Lieutenant Lamb said, “No, she’s a very unfriendly cat. She hates strangers.”
“I had a tuna sandwich before coming to work and musta spilled a little fish juice on my pants,” R.T. Dibney said as his slender mustache jumped and twitched.
Thus began the suspicion that, though never conclusively proved, put R.T. Dibney on the short list for an administrative transfer, and he was assigned to the desk during part of his last deployment period at North Hollywood Division. At the urging of Lieutenant Edgar Lamb, Internal Affairs agreed to monitor a video camera in the station lobby to determine whether or not R.T. Dibney was making on-duty phone calls to Lieutenant Lamb’s wife.
To set the trap, R.T. Dibney was specifically told by a North Hollywood sergeant that the camera in the lobby was strictly for officer safety because of an incident wherein a deranged person had walked into Rampart Station with a can of gasoline and tried to set the place on fire. And would have, except that he couldn’t strike a match while wearing gloves.
After the sergeant’s rather suspiciously timed and unnecessary remarks about the camera, R.T. Dibney whispered to the other desk officer, “Know what? We’re on reality TV.”
And during that tour of duty at the desk, when nobody was in the North Hollywood lobby but R.T. Dibney and that desk partner-a black veteran P2 named Otis Maxwell-R.T. Dibney suddenly began humming and rocking slowly, his mustache twitching, and then did a weird and spooky dance while staring at the camera lens as Officer Maxwell watched, stupefied.
When R.T. Dibney puckered his lips sensually and pinched his own nipples, Officer Maxwell cried, “What’re you doin’, Dibney? Your fuckin’ stash is jumpin’ like a tap dancer’s nuts.”
“Who am I?” R.T. Dibney said.
“Who are you?” Maxwell sputtered. “You’re a fifty-one-fifty wack job is who you are.”

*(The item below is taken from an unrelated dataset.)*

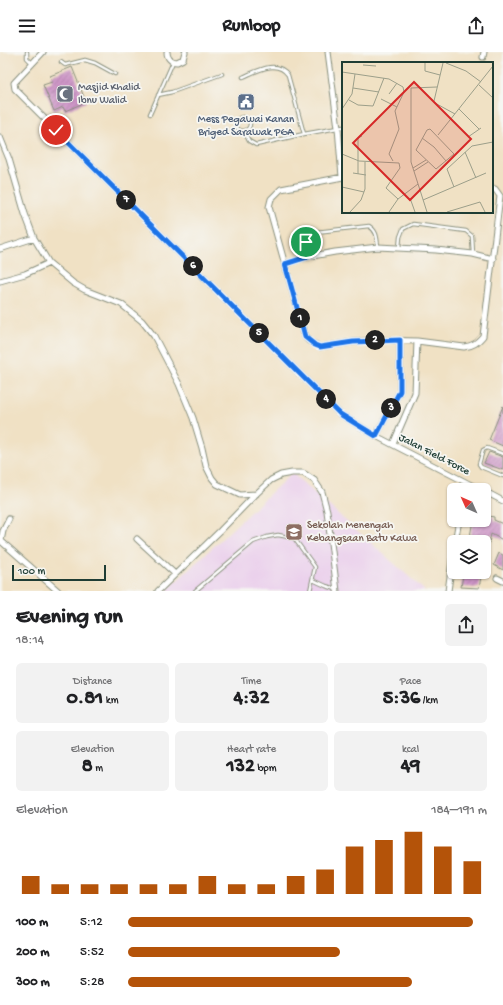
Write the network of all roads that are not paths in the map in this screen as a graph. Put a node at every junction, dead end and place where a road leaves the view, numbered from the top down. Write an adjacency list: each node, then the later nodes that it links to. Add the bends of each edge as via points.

“This is a charade. You gotta guess the famous movie. Come on, it’s been on TV a hundred times.”
“This is about a movie?” said Maxwell.
“I’ll give you a hint,” R.T. Dibney said. “I kill women and strip off their skin.”
“Boy, we better get you down to the BSS shrink,” said Maxwell. “You’re weirded out. Gone bug shit.”
“Okay, another hint,” Dibney said. “My moniker in the movie is Buffalo Bill. The movie stars Jodie Foster and Anthony Hopkins, who won an Oscar.”
Officer Maxwell could only gawk wordlessly when R.T. Dibney once again began the lascivious writhing and lubricious posing, all the time panting at the camera, and he only stopped when Maxwell cried, “ Silence of the Fuckin’ Lambs ! Now step off! You’re freakin’ me!”
Internal Affairs later viewed the eerie video, and an IA investigator informed Lieutenant Edgar Lamb that this officer was not going to be caught so easily and that maybe the lieutenant should seek marriage counseling.
The end of R.T. Dibney’s tour at North Hollywood Division and his administrative transfer finally came when he was ordered to transport to jail a Beverly Hills attorney whom a motor officer had arrested for DUI. The attorney, who’d been berating the motor cop, then directed the tirade against R.T. Dibney the moment the lawyer was put into the backseat of his black-and-white. According to the lawyer’s formal complaint, halfway to the station after the attorney demanded an answer to a legitimate question, “The officer farted at me. Twice.” And since this happened while the LAPD was laboring under the draconian federal consent decree, by which every accusation had to be taken seriously, a personnel complaint was initiated and had to be fully investigated.